Similar to Max Ernst and Leonora Carrington, Varo, a young and undeniably beautiful woman (though she was in her thirties, much older than Carrington), was Peret’s Femme Enfant. After moving to Paris, she was welcomed into the inner circle of surrealism through her connection to Peret, meeting Breton, Paalen, Brauner, Ernst, and Dali, among many others. While living with Peret, she became involved with Victor Brauner. Varo was now not seen as just the Femme Enfant, but as a woman of her own and who was seemingly magnetic to the artists around her. So while she was no longer an Enfant, this period of her artistic life was quite varied and did not involve any traceable style other than the subject matter and compositions she chose. Varo was known for living a wild life with a multitude of lovers at a time, and her art reflects this constant change. Like an explorer charting new territory, Varo experimented with all the new tools and techniques at her disposal. Varo would soon have to leave Europe to flee the nazis and would find a new home in Mexico, where she would remain good friends with Carrington.

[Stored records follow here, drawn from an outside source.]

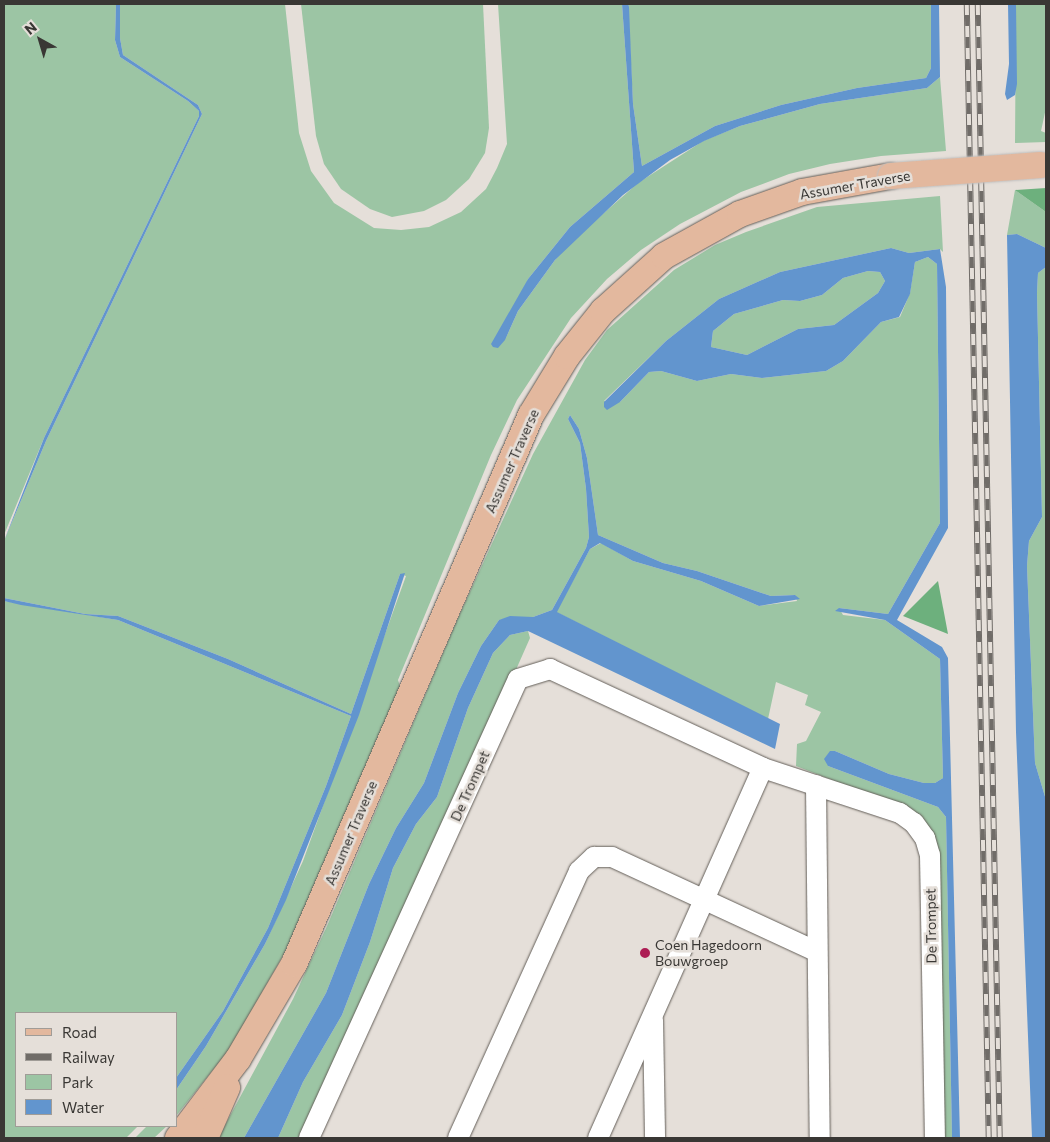 <!DOCTYPE html>
<style>
body{margin:0}
#map{position:relative;width:1050px;height:1142px;overflow:hidden;background:#e5dfd9;font-family:Commissioner,sans-serif}
div>[style]{position:absolute}
.green>*{inset:0;background:#9cc5a4}
.forest>*{inset:0;background:#6db07d}
.water>*{inset:0;background:#6295ce}
.roads{filter:drop-shadow(0 0 1px #645f59) drop-shadow(0 0 1px #645f59)}
.minor>*{height:20px;margin:-10px;padding:0 10px;transform-origin:10px;border-radius:10px;background:#fff}
.major>*{height:26px;margin:-13px;padding:0 13px;transform-origin:13px;border-radius:13px;background:#e3b89e}
.rail>*{height:5.5px;margin-top:-2.75px;transform-origin:0;background:repeating-linear-gradient(90deg,#e5dfd9 0 11px,#706c68 0 22px);box-sizing:border-box;border-block:1px solid #706c68}
.bridges{filter:drop-shadow(0 0 1px #c0bfbe) drop-shadow(0 0 1px #c0bfbe)}
.major-bridge>*{height:26px;margin:-13px;padding:0 13px;transform-origin:13px;border-radius:13px;background:#e3b89e}
.dots>*{width:14px;height:14px;translate:-50% -50%;box-sizing:border-box;border:2px solid #e5dfd9;border-radius:50%}
span{translate:-50% -50%;white-space:nowrap;text-align:center;line-height:1.15;-webkit-text-stroke:5px #e5dfd9;paint-order:stroke}
.street-label{font-size:14px;color:#393734}
.poi-label{font-size:14px;color:#393734}
.left{translate:0 -50%;text-align:left}
.frame{position:absolute;inset:0;border:5px solid #393734;pointer-events:none}
.legend{position:absolute;left:15px;top:1012px;width:162px;height:115px;box-sizing:border-box;background:#e5dfd9;border:1px solid #a09c97;margin:0;padding:6px 9px;list-style:none;font-size:15px;color:#393734}
.legend li{display:flex;align-items:center;gap:10px;height:25px}
.legend b{width:25px;border:1px solid #a09c97}
.north{position:absolute;left:15px;top:15px;width:50px;height:50px;-webkit-text-stroke:4px #e5dfd9;paint-order:stroke;rotate:321deg;font-size:14px;font-weight:700;line-height:20px;text-align:center;color:#393734}
.north::after{content:'';display:block;margin:auto;width:18px;height:22px;background:#393734;clip-path:polygon(50% 0,100% 100%,50% 72%,0 100%)}
</style>
<div id="map">
<div class="green">
<i style="clip-path:polygon(4px 4px,116px 4px,115px 40px,120px 57px,188px 101px,199px 111px,199px 116px,44px 438px,4px 535px)"></i>
<i style="clip-path:polygon(120px 4px,285px 4px,299px 133px,311px 171px,334px 203px,374px 228px,401px 230px,429px 227px,461px 212px,486px 189px,497px 168px,507px 144px,498px 4px,622px 4px,634px 172px,570px 227px,528px 279px,505px 340px,518px 311px,555px 260px,572px 241px,638px 183px,703px 141px,740px 126px,820px 104px,927px 88px,940px 77px,946px 151px,881px 156px,830px 164px,789px 174px,741px 192px,680px 224px,641px 250px,607px 279px,571px 318px,517px 400px,491px 455px,398px 680px,401px 689px,296px 933px,229px 1050px,176px 1116px,176px 1090px,206px 1046px,265px 944px,303px 861px,406px 576px,400px 574px,351px 714px,228px 659px,118px 616px,85px 614px,4px 598px,4px 541px,46px 441px,202px 114px,198px 105px,123px 55px,120px 38px)"></i>
<i style="clip-path:polygon(301px 4px,483px 4px,489px 128px,485px 153px,469px 179px,446px 200px,424px 211px,392px 217px,370px 209px,341px 189px,324px 164px,316px 136px)"></i>
<i style="clip-path:polygon(628px 4px,931px 4px,931px 68px,926px 78px,857px 88px,781px 105px,715px 126px,642px 166px,633px 104px)"></i>
<i style="clip-path:polygon(1016px 4px,1046px 4px,1046px 108px,1041px 131px,1046px 133px,1046px 142px,1015px 143px)"></i>
<i style="clip-path:polygon(1015px 190px,1046px 212px,1046px 248px,1017px 234px,1007px 235px)"></i>
<i style="clip-path:polygon(940px 196px,943px 252px,940px 249px,909px 253px,891px 248px,780px 272px,719px 299px,666px 341px,604px 401px,620px 402px,649px 372px,661px 371px,697px 381px,731px 374px,762px 378px,826px 371px,843px 361px,881px 322px,900px 317px,910px 293px,915px 262px,928px 257px,937px 264px,940px 523px,888px 614px,839px 608px,843px 615px,885px 620px,940px 659px,943px 778px,935px 783px,924px 783px,889px 774px,835px 751px,828px 766px,938px 807px,946px 817px,952px 1138px,944px 1138px,936px 839px,923px 818px,914px 812px,796px 766px,797px 744px,806px 741px,821px 712px,805px 705px,808px 695px,776px 682px,768px 719px,556px 612px,590px 549px,601px 543px,633px 561px,701px 581px,759px 606px,797px 601px,795px 595px,771px 596px,697px 571px,663px 563px,598px 535px,587px 458px,579px 429px,570px 415px,568px 419px,580px 443px,586px 489px,589px 537px,586px 548px,552px 610px,533px 617px,499px 620px,481px 646px,458px 693px,424px 783px,396px 828px,369px 884px,326px 993px,244px 1138px,218px 1138px,293px 999px,327px 926px,457px 620px,533px 454px,585px 360px,607px 330px,674px 270px,715px 245px,746px 232px,817px 207px)"></i>
<i style="clip-path:polygon(1046px 267px,1046px 800px,1035px 763px,1027px 566px,1029px 541px,1042px 517px,1037px 293px,1038px 273px)"></i>
<i style="clip-path:polygon(868px 271px,880px 272px,885px 281px,878px 293px,834px 325px,798px 329px,747px 355px,711px 347px,713px 331px,734px 314px,783px 300px,800px 301px,822px 295px,843px 278px)"></i>
<i style="clip-path:polygon(4px 601px,118px 620px,351px 716px,326px 786px,268px 928px,223px 1011px,176px 1078px,176px 1013px,16px 1013px,16px 1126px,138px 1126px,126px 1138px,4px 1138px)"></i>
<i style="clip-path:polygon(528px 631px,530px 638px,395px 943px,302px 1138px,278px 1138px,303px 1082px,342px 1015px,370px 942px,393px 868px,416px 824px,437px 797px,468px 708px,493px 653px,510px 635px)"></i>
<i style="clip-path:polygon(147px 1126px,167px 1126px,154px 1138px,135px 1138px)"></i>
</div>
<div class="forest">
<i style="clip-path:polygon(1046px 188px,1046px 212px,1015px 190px)"></i>
<i style="clip-path:polygon(938px 581px,948px 634px,903px 616px)"></i>
</div>
<div class="water">
<i style="clip-path:polygon(116px 4px,120px 4px,120px 38px,123px 55px,198px 105px,202px 114px,46px 441px,4px 541px,44px 438px,199px 116px,199px 111px,188px 101px,120px 57px,115px 40px)"></i>
<i style="clip-path:polygon(622px 4px,628px 4px,629px 7px,633px 104px,642px 166px,715px 126px,781px 105px,857px 88px,926px 78px,931px 68px,931px 4px,939px 4px,940px 77px,927px 88px,820px 104px,740px 126px,704px 141px,670px 160px,623px 195px,555px 260px,518px 311px,505px 340px,498px 348px,493px 347px,491px 344px,528px 279px,570px 227px,634px 172px)"></i>
<i style="clip-path:polygon(1008px 4px,1016px 4px,1017px 84px,1015px 95px,1007px 100px,1005px 94px,1009px 64px)"></i>
<i style="clip-path:polygon(1017px 234px,1046px 248px,1046px 267px,1038px 273px,1037px 293px,1042px 517px,1029px 541px,1027px 566px,1035px 763px,1046px 800px,1046px 1138px,1032px 1138px,1016px 732px,1007px 235px)"></i>
<i style="clip-path:polygon(evenodd,891px 248px,909px 253px,940px 249px,946px 287px,948px 528px,897px 620px,942px 647px,948px 658px,960px 1138px,952px 1138px,946px 817px,938px 807px,828px 766px,824px 759px,830px 751px,835px 751px,889px 774px,924px 783px,935px 783px,943px 778px,940px 659px,885px 620px,835px 611px,839px 608px,888px 614px,940px 523px,937px 264px,928px 257px,915px 262px,910px 294px,899px 317px,881px 322px,843px 361px,826px 371px,762px 378px,731px 374px,697px 381px,661px 371px,649px 372px,620px 402px,607px 410px,604px 407px,604px 402px,666px 341px,719px 299px,780px 272px,891px 248px,868px 271px,880px 272px,885px 281px,878px 293px,834px 325px,798px 329px,747px 355px,711px 347px,713px 331px,734px 314px,783px 300px,800px 301px,822px 295px,843px 278px,868px 271px)"></i>
<i style="clip-path:polygon(570px 415px,579px 429px,587px 458px,598px 535px,663px 563px,697px 571px,771px 596px,795px 595px,800px 599px,759px 606px,701px 581px,633px 561px,600px 543px,590px 549px,557px 612px,780px 724px,775px 749px,528px 631px,510px 635px,493px 653px,468px 708px,437px 797px,416px 824px,393px 868px,370px 942px,342px 1015px,303px 1082px,278px 1138px,244px 1138px,326px 993px,369px 884px,396px 828px,424px 783px,458px 693px,481px 646px,499px 620px,510px 616px,533px 617px,552px 610px,586px 548px,589px 537px,586px 489px,580px 443px,568px 419px)"></i>
<i style="clip-path:polygon(405px 573px,359px 715px,286px 900px,265px 944px,206px 1046px,176px 1090px,176px 1078px,223px 1011px,268px 928px,326px 786px,351px 716px,118px 620px,21px 605px,4px 601px,4px 598px,85px 614px,118px 616px,228px 659px,351px 714px,400px 574px)"></i>
</div>
<div class="roads">
<div class="minor">
<i style="left:816px;top:785px;width:353px;rotate:89.4deg"></i>
<i style="left:653px;top:1020px;width:118px;rotate:89deg"></i>
<i style="left:309px;top:1138px;width:504px;rotate:-65.52deg"></i>
<i style="left:518px;top:679px;width:34px;rotate:-17deg"></i>
<i style="left:550px;top:669px;width:235px;rotate:24.9deg"></i>
<i style="left:763px;top:768px;width:144px;rotate:18.2deg"></i>
<i style="left:900px;top:813px;width:17px;rotate:36deg"></i>
<i style="left:914px;top:823px;width:19px;rotate:54deg"></i>
<i style="left:925px;top:838px;width:18px;rotate:74deg"></i>
<i style="left:930px;top:855px;width:283px;rotate:89deg"></i>
<i style="left:458px;top:1138px;width:293px;rotate:-65.6deg"></i>
<i style="left:579px;top:871px;width:21px;rotate:-43deg"></i>
<i style="left:594px;top:857px;width:18px"></i>
<i style="left:612px;top:857px;width:224px;rotate:24.8deg"></i>
<i style="left:598px;top:1138px;width:405px;rotate:-66deg"></i>
</div>
<div class="major">
<i style="left:178px;top:1138px;width:99px;rotate:-52.8deg"></i>
<i style="left:238px;top:1059px;width:110px;rotate:-59.5deg"></i>
<i style="left:294px;top:964px;width:598px;rotate:-66.65deg"></i>
<i style="left:531px;top:415px;width:69px;rotate:-58.6deg"></i>
<i style="left:567px;top:356px;width:58px;rotate:-51.3deg"></i>
<i style="left:603px;top:311px;width:82px;rotate:-42deg"></i>
<i style="left:664px;top:256px;width:87px;rotate:-28.9deg"></i>
<i style="left:740px;top:214px;width:66px;rotate:-19.5deg"></i>
<i style="left:802px;top:192px;width:90px;rotate:-10.2deg"></i>
<i style="left:205px;top:1138px;width:55px;rotate:-66.3deg"></i>
</div>
</div>
<div class="rail">
<i style="left:967px;top:4px;width:1134px;rotate:88.89deg"></i>
<i style="left:978px;top:4px;width:1134px;rotate:88.89deg"></i>
</div>
<div class="bridges">
<div class="major-bridge">
<i style="left:891px;top:176px;width:150px;rotate:-4.2deg"></i>
</div>
</div>
<div class="dots">
<i style="left:645px;top:953px;background:#ad1d54"></i>
</div>
<div class="street-label">
<span style="left:855px;top:185px;rotate:-10deg">Assumer Traverse</span>
<span style="left:512px;top:461px;rotate:-66deg">Assumer Traverse</span>
<span style="left:470px;top:786px;rotate:-66deg">De Trompet</span>
<span style="left:351px;top:833px;rotate:-67deg">Assumer Traverse</span>
<span style="left:931px;top:926px;rotate:-91deg">De Trompet</span>
</div>
<div class="poi-label">
<span class="left" style="left:655px;top:953px">Coen Hagedoorn<br>Bouwgroep</span>
</div>
<div class="frame"></div>
<ul class="legend">
<li><b style="height:6px;background:#e3b89e"></b>Road</li>
<li><b style="height:6px;background:#706c68"></b>Railway</li>
<li><b style="height:14px;background:#9cc5a4"></b>Park</li>
<li><b style="height:14px;background:#6295ce"></b>Water</li>
</ul>
<div class="north">N</div>
</div>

Remedios Varo’s work is recognizable on account of its recurring fantastical imagery and mythic inspirations. Her work contains both male and female forms and uses them in both narrative and allegorical ways. A good example of this is her 1936 painting, L’agent Double (Double Agent), which features two figures, as the name might suggest, but also a disembodied crimson hand and a wall of human breasts. The main figure is androgynous and faced against a wall with their nose pressed into the left side of the painting. On their back is a massive insect, which seems to be whispering into their ear or sucking them dry through their neck. The second figure is all but completely obscured by a crevice in the floor. Only their forehead and hair poke through. The wall of breasts, painted like a marble statue, is situated opposite of the viewer on the back wall, and at its bottom is a small tree, suggesting pubic hair and a vaginal form. The aforementioned crimson hand is extended from a hole in the right wall and holds what looks to be a sperm cell. Both of the figures are faced away from the hand and the breasts. This composition can be interpreted as a commentary on the female form’s role in art. The wall of breasts is representative of the constant objectification and reduction of the female form into what male viewers and artists want to see. However, Varo subverts this expectation by turning the figures in the painting away from the wall, and neither of them seems at all interested in the masculine hand, either.
Throughout this project, I was struck both by how far the world of art has come in terms of equal representation and treatment of people of all gender identities, but also by how much still must be done. When you ask the average person about the surrealist movement, they’ll know Dali, they’ll know Picasso, maybe Ernst and Duchamp will come up, and they might even be able to name a couple of paintings by them. But if you ask them about female surrealists, they’ll probably jump to Frida Kahlo (who didn’t self-identify as a surrealist), but they almost definitely won’t be able to name another.
The reason I did this project was because I needed to educate myself, and I want to be able to educate others about this as well. More people should know about artists like Toyen, Meret Oppenheim, Louise Bourgeois, Kay Sage, and so many more. Look them up. Read something about one of them. Come into the Art Department and talk to Alina. If you’re reading this blog post, you have the resources to educate yourself—you can do it!